**ACTIVITY:** Take the whole listing and reproduce it exactly, pictures excepted.

=== Begin Enclosure ===

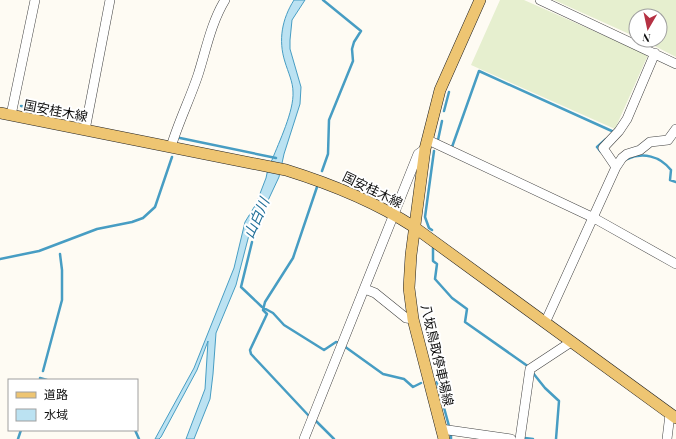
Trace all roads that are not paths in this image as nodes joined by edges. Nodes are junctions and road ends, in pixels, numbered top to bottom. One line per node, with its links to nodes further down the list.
1 (35, 0): 8 (street)
2 (110, 0): 10 (street)
3 (225, 0): 12 (street)
4 (480, 0): 11 (main road, 八坂鳥取停車場線)
5 (540, 0): 6 (street)
6 (655, 53): 7 (street); 13 (street)
7 (676, 64)
8 (6, 114): 10 (main road, 国安桂木線)
9 (676, 129): 13 (street)
10 (85, 130): 12 (main road, 国安桂木線)
11 (426, 145): 14 (street); 15 (street); 16 (main road, 八坂鳥取停車場線)
12 (171, 147): 14 (main road, 国安桂木線)
13 (616, 167): 15 (street)
14 (395, 214): 16 (main road, 国安桂木線); 18 (street)
15 (594, 218): 17 (street); 20 (street)
16 (414, 227): 19 (main road, 八坂鳥取停車場線); 20 (main road, 国安桂木線)
17 (676, 264)
18 (365, 289): 19 (street); 24 (street)
19 (413, 319): 23 (main road, 八坂鳥取停車場線)
20 (545, 323): 21 (main road, 国安桂木線)
21 (571, 342): 22 (main road, 国安桂木線); 26 (street)
22 (673, 416): 27 (street)
23 (442, 434): 25 (street)
24 (304, 439)
25 (511, 439)
26 (520, 439)
27 (667, 439)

=== End Enclosure ===

**REPLY:**
Trace all roads that are not paths in this image as nodes joined by edges. Nodes are junctions and road ends, in pixels, numbered top to bottom. One line per node, with its links to nodes further down the list.
1 (35, 0): 8 (street)
2 (110, 0): 10 (street)
3 (225, 0): 12 (street)
4 (480, 0): 11 (main road, 八坂鳥取停車場線)
5 (540, 0): 6 (street)
6 (655, 53): 7 (street); 13 (street)
7 (676, 64)
8 (6, 114): 10 (main road, 国安桂木線)
9 (676, 129): 13 (street)
10 (85, 130): 12 (main road, 国安桂木線)
11 (426, 145): 14 (street); 15 (street); 16 (main road, 八坂鳥取停車場線)
12 (171, 147): 14 (main road, 国安桂木線)
13 (616, 167): 15 (street)
14 (395, 214): 16 (main road, 国安桂木線); 18 (street)
15 (594, 218): 17 (street); 20 (street)
16 (414, 227): 19 (main road, 八坂鳥取停車場線); 20 (main road, 国安桂木線)
17 (676, 264)
18 (365, 289): 19 (street); 24 (street)
19 (413, 319): 23 (main road, 八坂鳥取停車場線)
20 (545, 323): 21 (main road, 国安桂木線)
21 (571, 342): 22 (main road, 国安桂木線); 26 (street)
22 (673, 416): 27 (street)
23 (442, 434): 25 (street)
24 (304, 439)
25 (511, 439)
26 (520, 439)
27 (667, 439)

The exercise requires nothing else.